Norway will lease Coast Guard helicopters
Because of the slow progress of phasing in and building the operational capacity of the NH90 in both frigate-based ASW operations and SAR, fishery and border protection, Norway will now outline plans to lease helicopters dedicated for the SAR, fishery and border protection role.
In February 2018, Scramble Magazine already reported on the struggle with the NH90 in Norwegian service. The number of flight hours a year needed is 5,400 for the entire fleet, whilst the analysis performed by the armed forces only calculated an availability of 2,100 flight hours a year. The NH90, of which Norway ordered fourteen in 2001 divided in six to undertake the frigate-based ASW operations and eight for the SAR, fishery and border protection, is still not fully operational.

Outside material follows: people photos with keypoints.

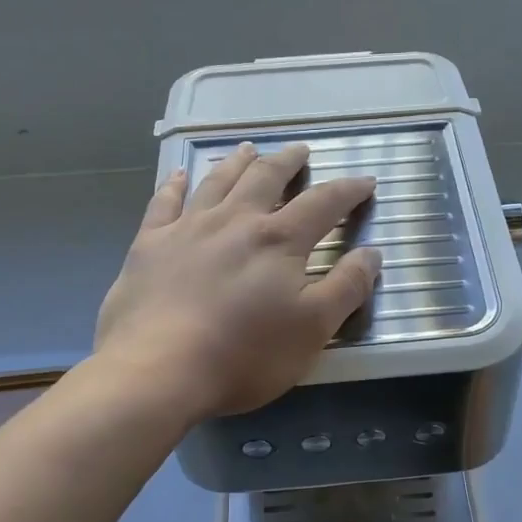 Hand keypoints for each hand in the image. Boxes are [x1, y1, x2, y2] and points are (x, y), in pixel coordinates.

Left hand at [95, 142, 380, 419]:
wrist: (160, 372)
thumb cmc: (246, 355)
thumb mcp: (314, 328)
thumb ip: (347, 287)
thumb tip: (372, 252)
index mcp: (279, 240)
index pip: (323, 203)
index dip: (348, 190)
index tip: (365, 182)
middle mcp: (235, 221)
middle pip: (266, 178)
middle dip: (288, 161)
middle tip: (300, 149)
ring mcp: (187, 229)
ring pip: (217, 182)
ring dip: (237, 163)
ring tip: (248, 150)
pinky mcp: (149, 245)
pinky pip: (164, 203)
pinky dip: (175, 185)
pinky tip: (180, 175) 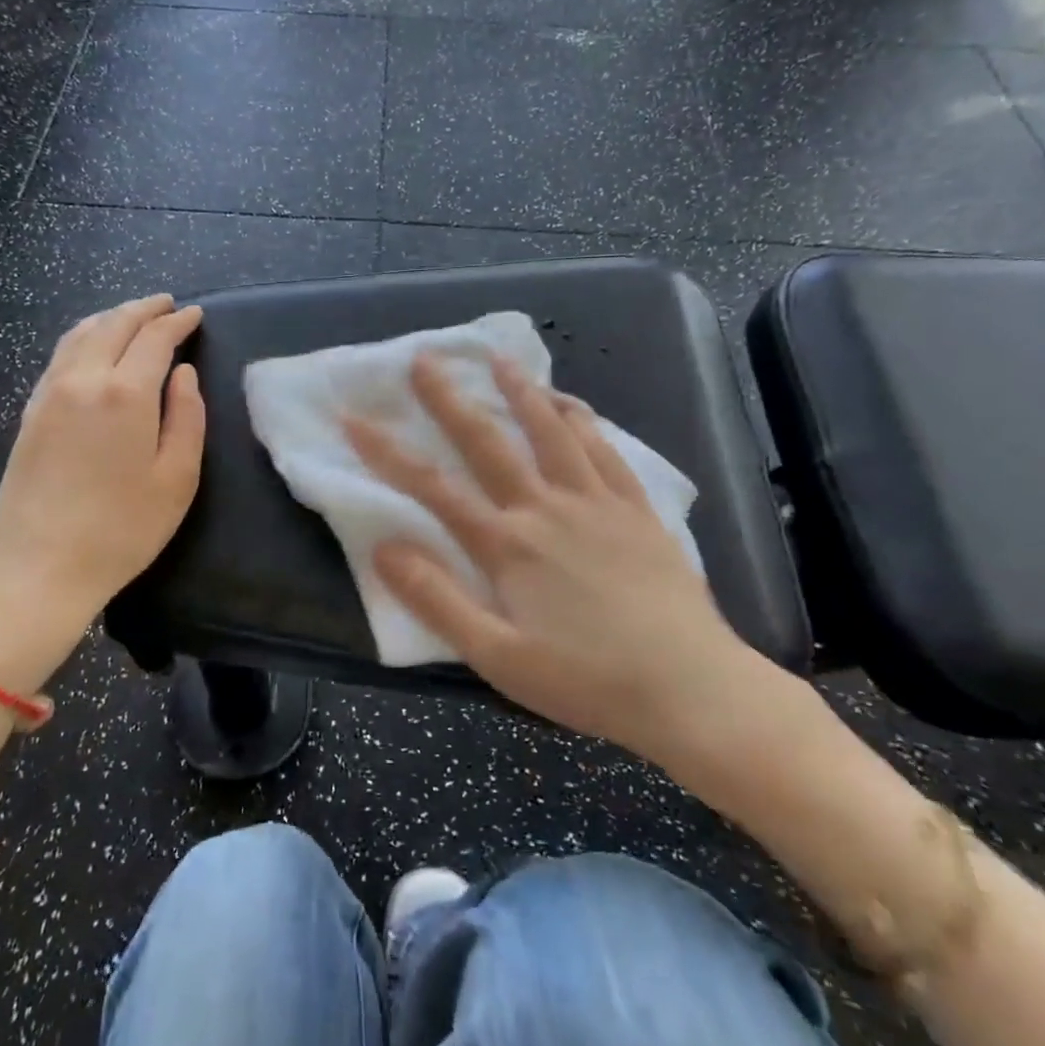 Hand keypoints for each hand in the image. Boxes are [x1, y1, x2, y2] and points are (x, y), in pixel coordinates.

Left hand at [0, 295, 205, 695]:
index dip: (177, 322)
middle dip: (143, 309)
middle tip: (167, 304)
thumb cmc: (122, 530)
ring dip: (110, 318)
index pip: (154, 339)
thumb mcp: (176, 479)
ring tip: (132, 316)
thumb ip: (187, 417)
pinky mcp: (29, 414)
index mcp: (125, 394)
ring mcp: (48, 395)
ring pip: (79, 335)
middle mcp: (82, 381)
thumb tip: (183, 374)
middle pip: (113, 325)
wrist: (38, 570)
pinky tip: (92, 347)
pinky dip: (83, 338)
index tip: (195, 314)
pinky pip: (59, 357)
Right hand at [346, 354, 805, 785]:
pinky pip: (604, 451)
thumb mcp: (497, 657)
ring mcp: (596, 502)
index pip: (433, 487)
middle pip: (488, 441)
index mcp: (507, 545)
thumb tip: (384, 548)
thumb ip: (437, 600)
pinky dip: (583, 420)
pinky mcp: (636, 509)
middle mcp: (546, 507)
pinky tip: (572, 404)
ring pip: (551, 431)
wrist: (691, 688)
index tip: (353, 417)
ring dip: (521, 391)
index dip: (387, 451)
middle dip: (449, 398)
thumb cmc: (587, 680)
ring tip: (499, 359)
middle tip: (425, 358) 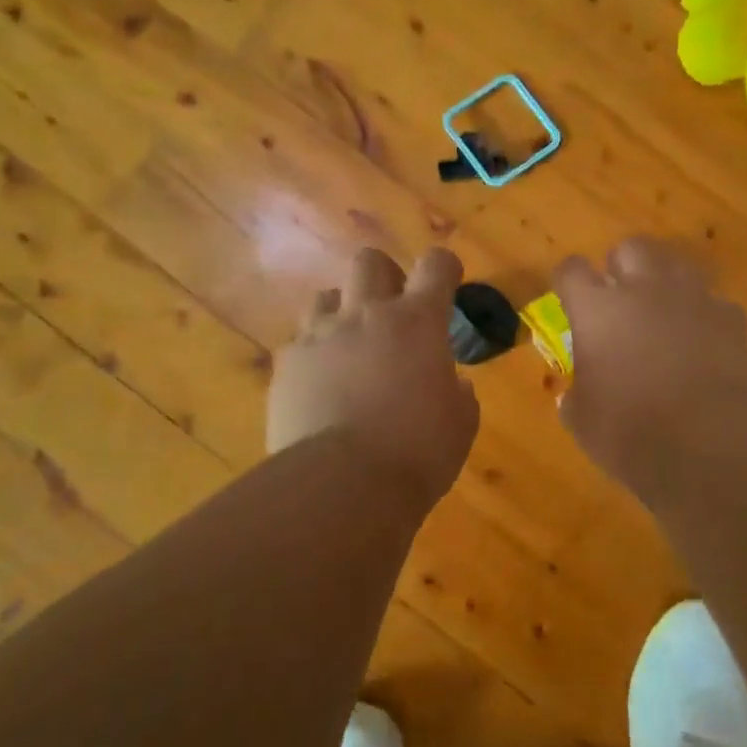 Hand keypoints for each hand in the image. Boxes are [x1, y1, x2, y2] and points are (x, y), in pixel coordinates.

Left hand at [268, 248, 480, 506]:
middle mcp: (365, 315)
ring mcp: (320, 336)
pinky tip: (321, 383)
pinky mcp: (287, 364)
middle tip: (392, 308)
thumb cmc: (417, 453)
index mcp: (417, 322)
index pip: (435, 266)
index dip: (443, 267)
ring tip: (350, 343)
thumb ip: (459, 395)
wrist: (342, 484)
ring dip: (342, 310)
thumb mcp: (460, 424)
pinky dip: (314, 353)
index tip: (447, 281)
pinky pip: (299, 341)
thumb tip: (455, 385)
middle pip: (369, 261)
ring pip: (325, 295)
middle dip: (384, 275)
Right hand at [552, 238, 746, 486]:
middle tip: (619, 299)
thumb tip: (574, 395)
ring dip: (665, 283)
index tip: (567, 298)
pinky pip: (713, 303)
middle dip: (622, 266)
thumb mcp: (583, 422)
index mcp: (598, 309)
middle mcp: (645, 289)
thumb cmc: (632, 432)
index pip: (571, 270)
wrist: (714, 444)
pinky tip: (702, 345)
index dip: (567, 281)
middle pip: (631, 247)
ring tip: (662, 314)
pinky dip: (703, 317)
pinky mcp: (733, 319)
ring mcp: (694, 299)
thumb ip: (576, 396)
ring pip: (677, 264) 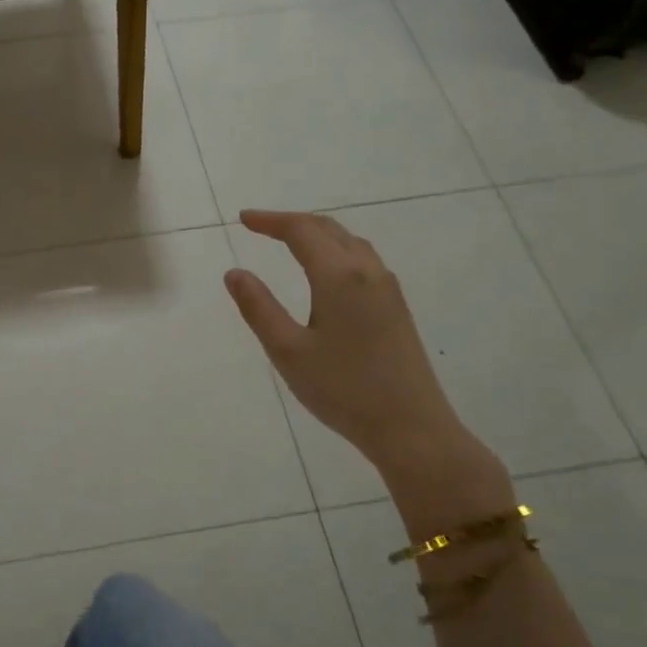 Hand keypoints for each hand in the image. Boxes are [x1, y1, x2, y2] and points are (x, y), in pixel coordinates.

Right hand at [224, 209, 466, 476]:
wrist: (411, 427)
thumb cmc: (342, 389)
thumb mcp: (287, 351)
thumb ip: (258, 308)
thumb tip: (235, 273)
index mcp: (339, 277)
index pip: (301, 231)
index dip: (270, 221)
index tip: (242, 219)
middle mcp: (368, 272)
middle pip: (329, 229)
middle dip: (292, 222)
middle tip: (259, 226)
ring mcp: (387, 289)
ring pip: (350, 243)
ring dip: (317, 233)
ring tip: (289, 241)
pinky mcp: (396, 308)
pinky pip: (363, 260)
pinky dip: (336, 250)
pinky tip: (326, 270)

Because of the huge gap in flight hours, the head of the armed forces, Adm Haakon Bruun-Hanssen, recommended in 2018 that all fourteen NH90s should be used in the anti-submarine warfare mission. Now, on 26 March 2021, the Norwegian Ministry of Defence (MoD) stated that they will hire additional fleet capacity.
This is in line with the 2018 recommendation that the NH90 helicopter is mainly a weapon platform that is crucial to the frigates' ability to detect and fight submarines. According to the MoD, the leased helicopters will be a supplement to the NH90 and deals with a need that does not require an equally specialised and complex platform as the NH90.
No information was given on the type of and number of helicopters, nor about the timeline. A possible candidate can be the Airbus H225.